Task material
*** Block opens ***
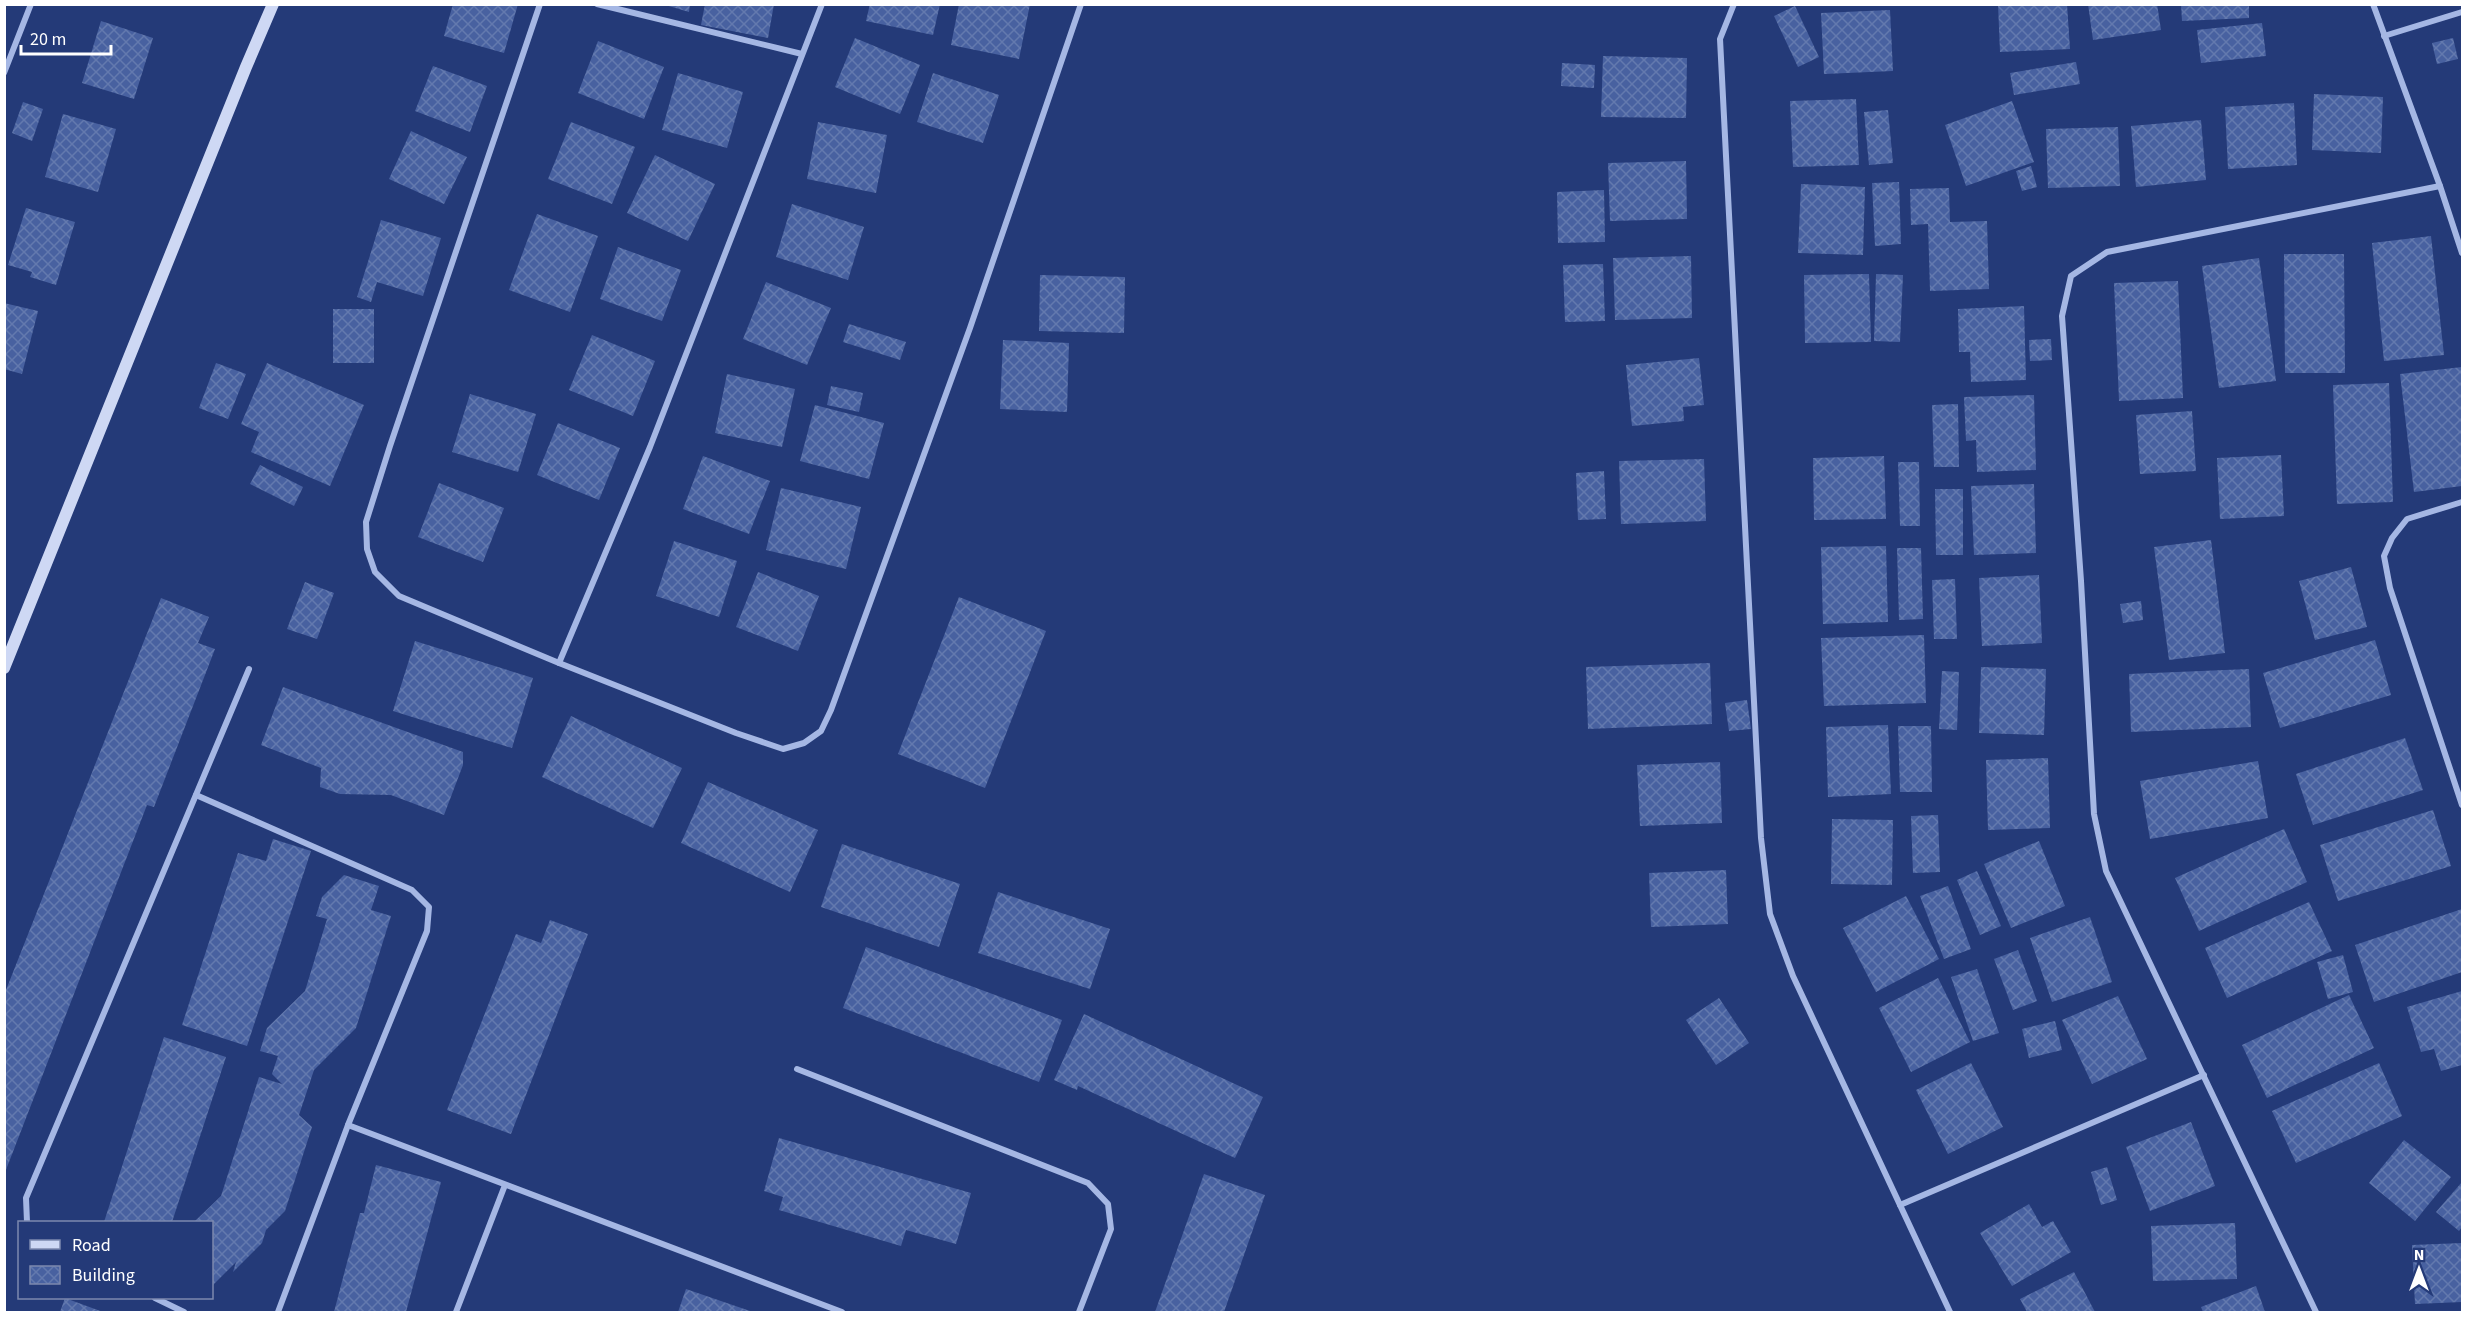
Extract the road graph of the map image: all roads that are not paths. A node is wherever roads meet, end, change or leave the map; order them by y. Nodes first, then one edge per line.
1 (31, 4) edge
2 (273, 4) edge
3 (540, 4) edge
4 (597, 4) edge
5 (822, 4) edge
6 (1081, 4) edge
7 (1734, 4) edge
8 (2373, 4) edge
9 (2463, 12) edge
10 (2385, 36) junction
11 (802, 54) junction
12 (4, 73) edge
13 (2440, 186) junction
14 (2463, 253) edge
15 (2463, 502) edge
16 (559, 663) junction
17 (4, 668) edge
18 (249, 669) dead end
19 (196, 795) junction
20 (2463, 805) edge
21 (797, 1069) dead end
22 (2204, 1075) junction
23 (348, 1125) junction
24 (505, 1185) junction
25 (1900, 1205) junction
26 (27, 1221) edge
27 (157, 1299) edge
28 (184, 1312) edge
29 (278, 1312) edge
30 (456, 1312) edge
31 (842, 1312) edge
32 (1079, 1312) edge
33 (1950, 1312) edge
34 (2316, 1312) edge

1 - 12 street
2 - 17 street
3 - 16 street
4 - 11 street
5 - 11 street
6 - 16 street
7 - 25 street
8 - 10 street
9 - 10 street
10 - 13 street
11 - 16 street
13 - 14 street
13 - 22 street
15 - 20 street
18 - 19 street
19 - 23 street
19 - 26 street
21 - 32 street
22 - 25 street
22 - 34 street
23 - 24 street
23 - 29 street
24 - 30 street
24 - 31 street
25 - 33 street
27 - 28 street

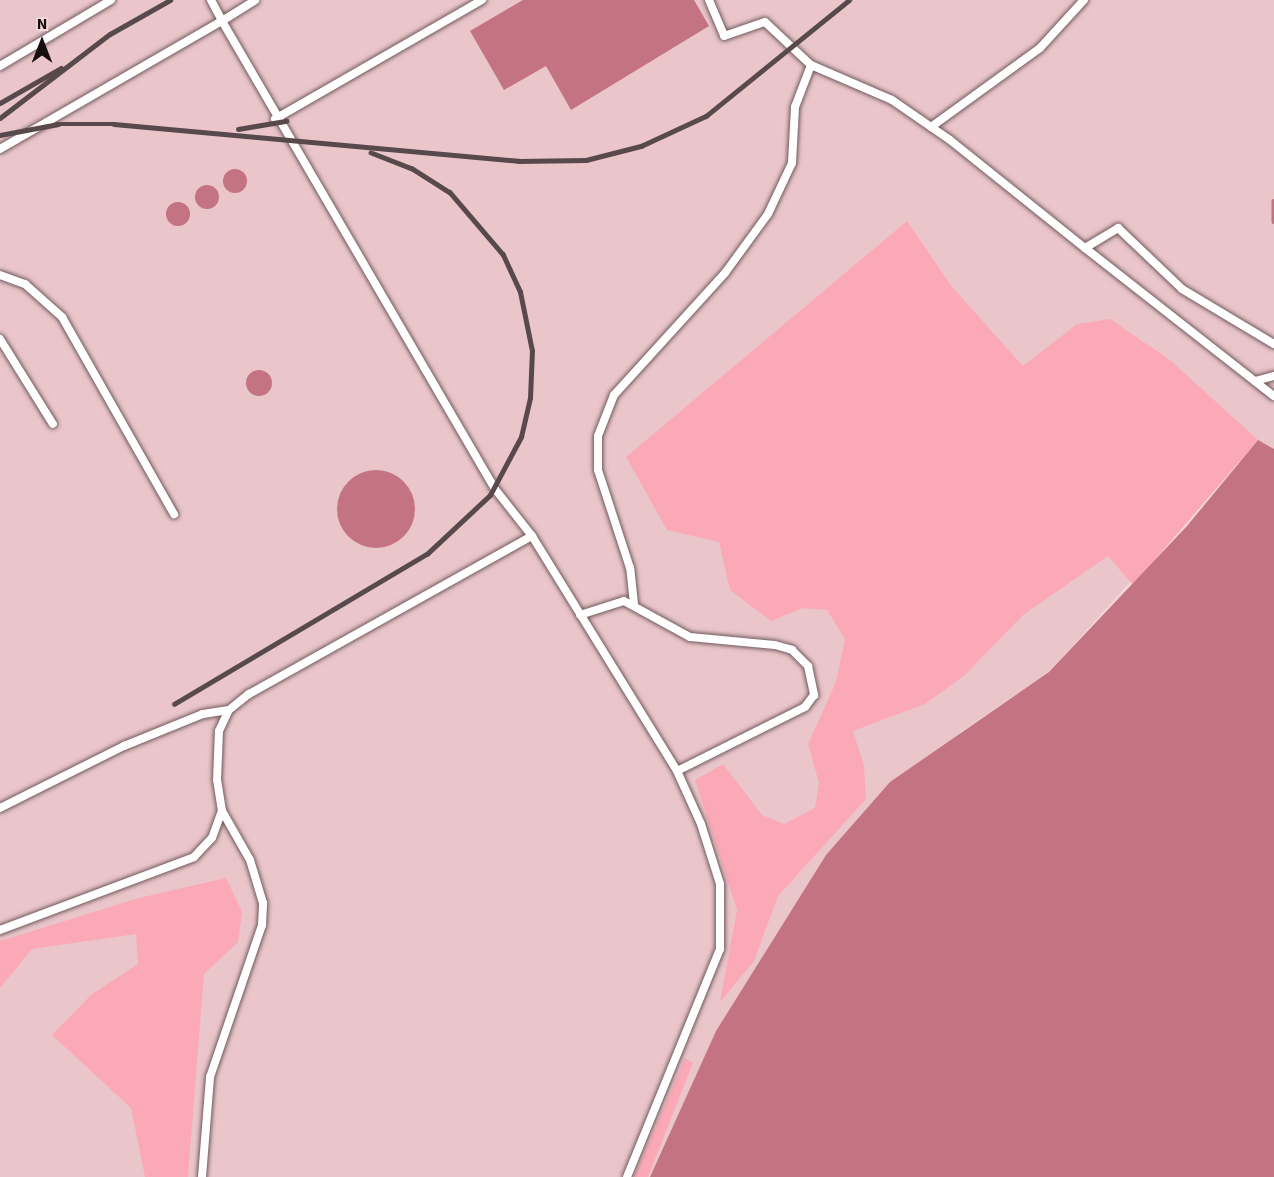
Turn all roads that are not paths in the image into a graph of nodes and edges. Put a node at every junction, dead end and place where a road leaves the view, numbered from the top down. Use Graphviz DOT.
graph roads {
  1 [pos="111,0"];
  2 [pos="211,0"];
  3 [pos="255,0"];
  4 [pos="482,0"];
  5 [pos="709,0"];
  6 [pos="1084,0"];
  7 [pos="222,21"];
  8 [pos="811,65"];
  9 [pos="0,66"];
  10 [pos="275,119"];
  11 [pos="931,127"];
  12 [pos="0,148"];
  13 [pos="1085,248"];
  14 [pos="0,275"];
  15 [pos="0,339"];
  16 [pos="1274,344"];
  17 [pos="1274,376"];
  18 [pos="1255,381"];
  19 [pos="1274,396"];
  20 [pos="53,423"];
  21 [pos="174,514"];
  22 [pos="532,536"];
  23 [pos="634,604"];
  24 [pos="580,615"];
  25 [pos="229,710"];
  26 [pos="677,771"];
  27 [pos="0,808"];
  28 [pos="222,811"];
  29 [pos="0,930"];
  30 [pos="202,1177"];
  31 [pos="627,1177"];
  1 -- 9 [label="lane"];
  2 -- 7 [label="lane"];
  3 -- 7 [label="lane"];
  4 -- 10 [label="lane"];
  5 -- 8 [label="lane"];
  6 -- 11 [label="lane"];
  7 -- 10 [label="lane"];
  7 -- 12 [label="lane"];
  8 -- 11 [label="lane"];
  8 -- 23 [label="lane"];
  10 -- 22 [label="lane"];
  11 -- 13 [label="lane"];
  13 -- 16 [label="lane"];
  13 -- 18 [label="lane"];
  14 -- 21 [label="lane"];
  15 -- 20 [label="lane"];
  17 -- 18 [label="lane"];
  18 -- 19 [label="lane"];
  22 -- 24 [label="lane"];
  22 -- 25 [label="lane"];
  23 -- 24 [label="lane"];
  23 -- 26 [label="lane"];
  24 -- 26 [label="lane"];
  25 -- 27 [label="lane"];
  25 -- 28 [label="lane"];
  26 -- 31 [label="lane"];
  28 -- 29 [label="lane"];
  28 -- 30 [label="lane"];
}
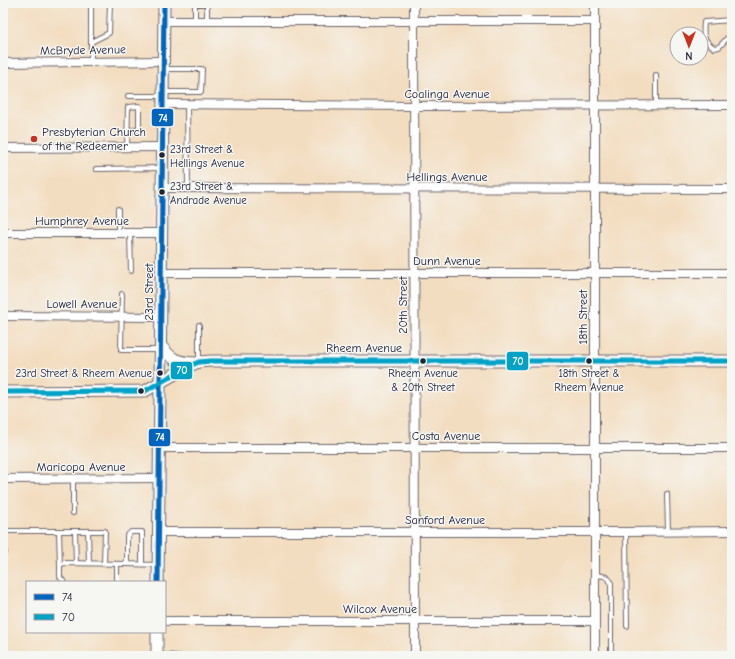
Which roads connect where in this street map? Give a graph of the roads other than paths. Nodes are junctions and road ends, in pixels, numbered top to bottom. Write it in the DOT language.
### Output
*** Block closes ***
What to work on
Exactly and only the lines from the line containing "Which roads connect" through the final line of the records above must be returned.

Problem solution
Which roads connect where in this street map? Give a graph of the roads other than paths. Nodes are junctions and road ends, in pixels, numbered top to bottom. Write it in the DOT language.
### Output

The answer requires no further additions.